# PROBLEM:
What you return must match the records word for word, except that images are dropped.

[Stored items]
┌──
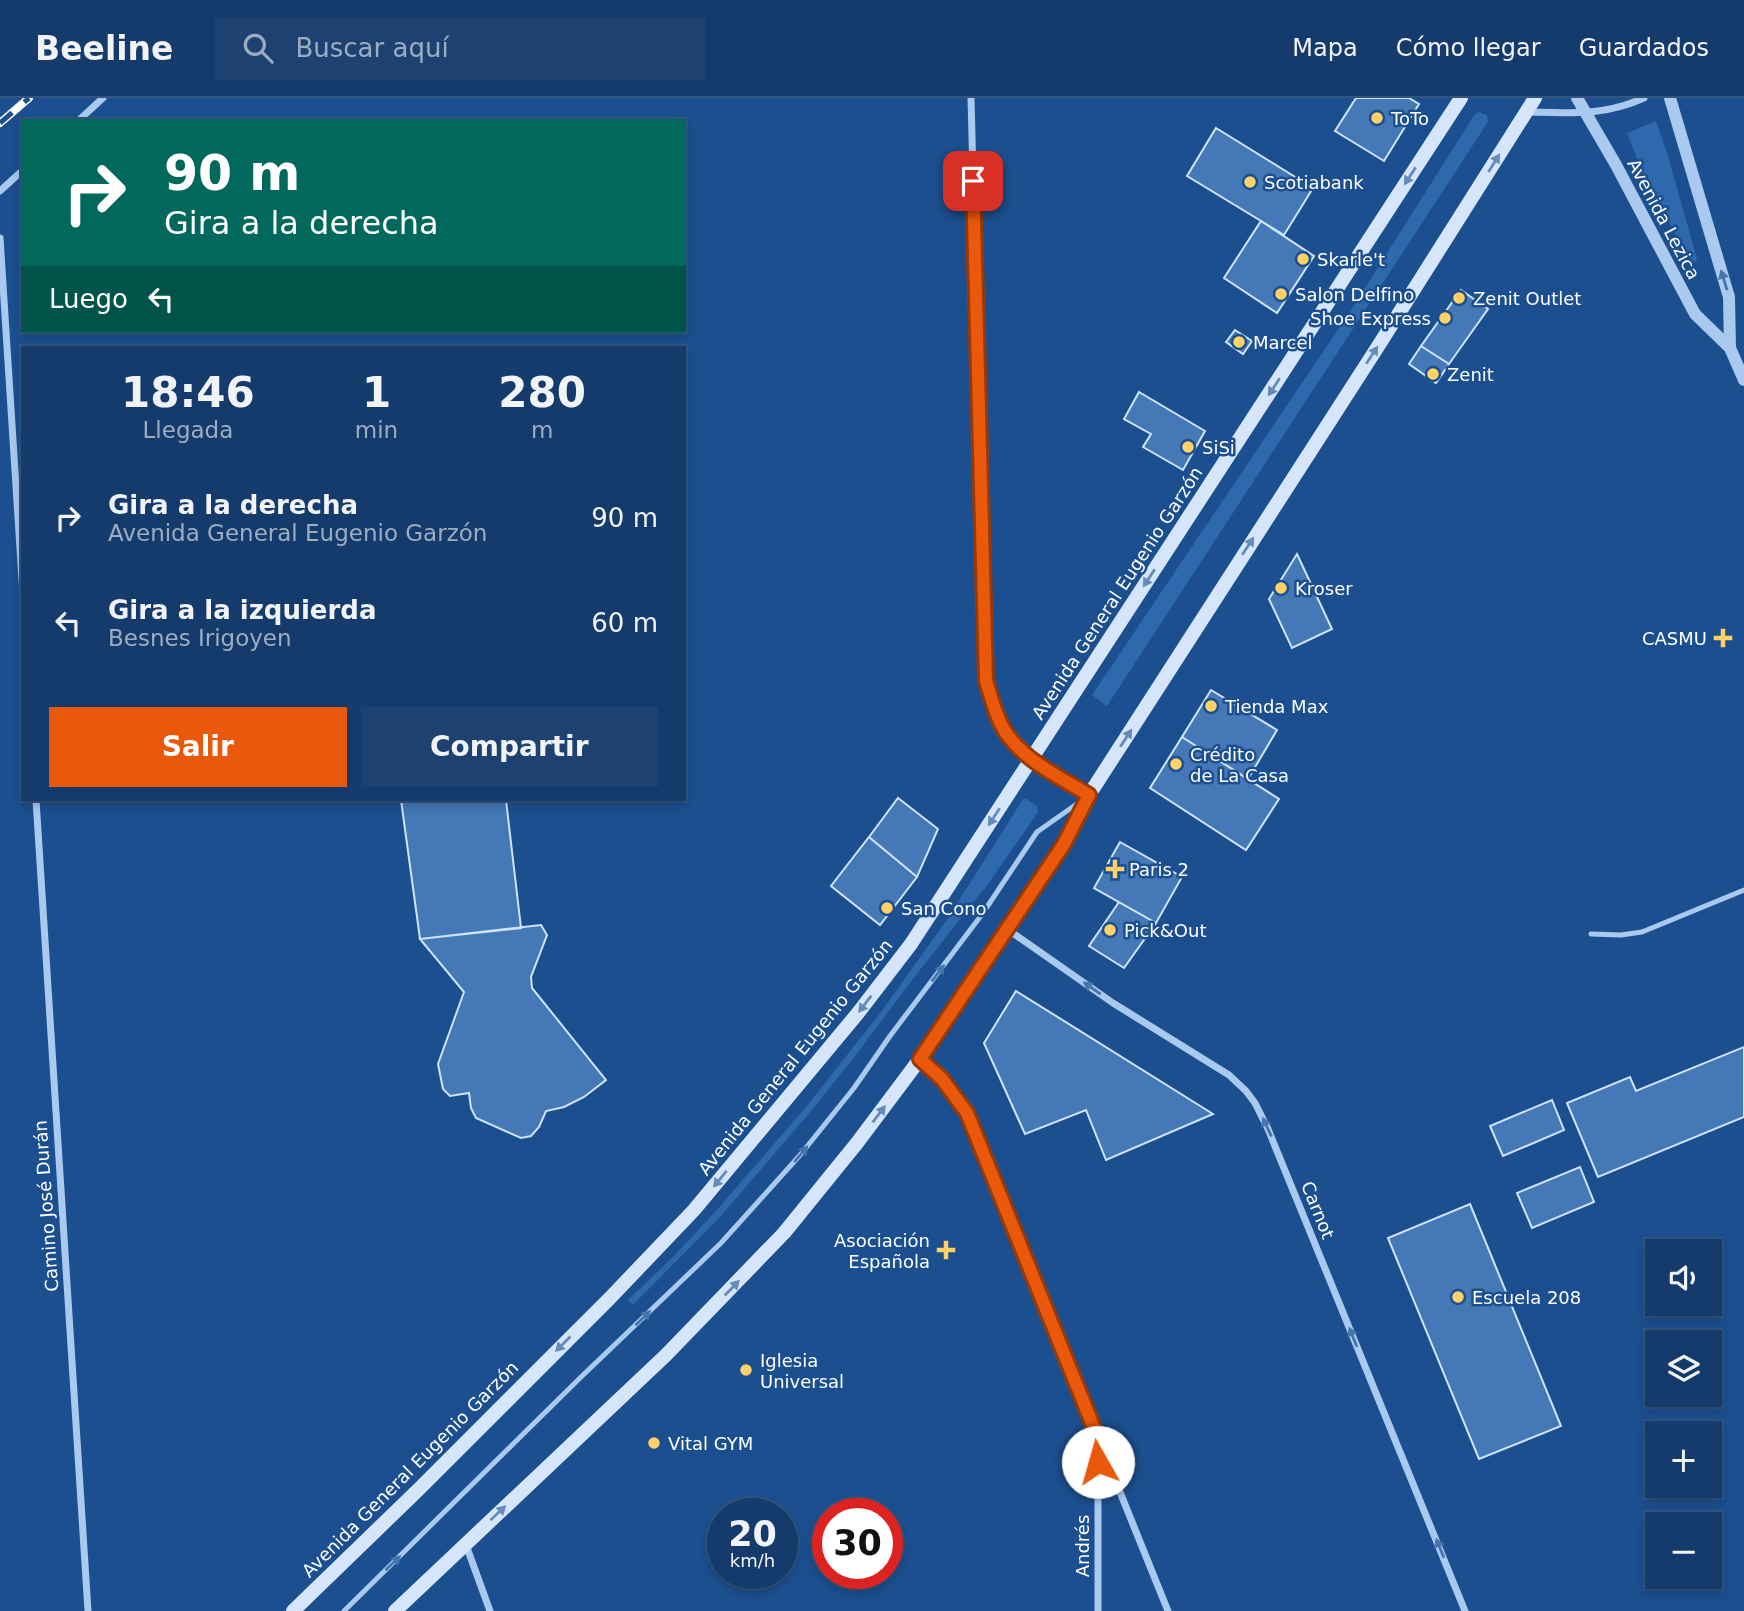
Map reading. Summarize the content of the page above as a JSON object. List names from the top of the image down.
{
  "streets": {
    "main road": ["Avenida General Eugenio Garzón"],
    "street": [
      "Avenida Lezica",
      "Camino José Durán",
      "Carnot",
      "Andrés"
    ]
  },
  "one_way": ["Carnot"],
  "places": {
    "other": [
      "ToTo",
      "Scotiabank",
      "Skarle't",
      "Salon Delfino",
      "Zenit Outlet",
      "Shoe Express",
      "Marcel",
      "Zenit",
      "SiSi",
      "Kroser",
      "Tienda Max",
      "Crédito de La Casa",
      "San Cono",
      "Pick&Out",
      "Escuela 208",
      "Iglesia Universal",
      "Vital GYM"
    ],
    "health": ["CASMU", "Paris 2", "Asociación Española"]
  },
  "page": {
    "header": "Beeline",
    "search": "Buscar aquí",
    "nav": ["Mapa", "Cómo llegar", "Guardados"],
    "turn": ["90 m", "Gira a la derecha"],
    "then": "Luego",
    "eta": [
      "18:46",
      "Llegada",
      "1",
      "min",
      "280",
      "m"
    ],
    "list": [
      {
        "name": "Gira a la derecha",
        "note": "Avenida General Eugenio Garzón",
        "value": "90 m"
      },
      {
        "name": "Gira a la izquierda",
        "note": "Besnes Irigoyen",
        "value": "60 m"
      }
    ],
    "buttons": ["Salir", "Compartir"],
    "map_buttons": ["+", "−"],
    "speed": "20 km/h",
    "limit": "30"
  }
}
└──
# REPLY TO THE TASK:
Map reading. Summarize the content of the page above as a JSON object. List names from the top of the image down.
{
  "streets": {
    "main road": ["Avenida General Eugenio Garzón"],
    "street": [
      "Avenida Lezica",
      "Camino José Durán",
      "Carnot",
      "Andrés"
    ]
  },
  "one_way": ["Carnot"],
  "places": {
    "other": [
      "ToTo",
      "Scotiabank",
      "Skarle't",
      "Salon Delfino",
      "Zenit Outlet",
      "Shoe Express",
      "Marcel",
      "Zenit",
      "SiSi",
      "Kroser",
      "Tienda Max",
      "Crédito de La Casa",
      "San Cono",
      "Pick&Out",
      "Escuela 208",
      "Iglesia Universal",
      "Vital GYM"
    ],
    "health": ["CASMU", "Paris 2", "Asociación Española"]
  },
  "page": {
    "header": "Beeline",
    "search": "Buscar aquí",
    "nav": ["Mapa", "Cómo llegar", "Guardados"],
    "turn": ["90 m", "Gira a la derecha"],
    "then": "Luego",
    "eta": [
      "18:46",
      "Llegada",
      "1",
      "min",
      "280",
      "m"
    ],
    "list": [
      {
        "name": "Gira a la derecha",
        "note": "Avenida General Eugenio Garzón",
        "value": "90 m"
      },
      {
        "name": "Gira a la izquierda",
        "note": "Besnes Irigoyen",
        "value": "60 m"
      }
    ],
    "buttons": ["Salir", "Compartir"],
    "map_buttons": ["+", "−"],
    "speed": "20 km/h",
    "limit": "30"
  }
}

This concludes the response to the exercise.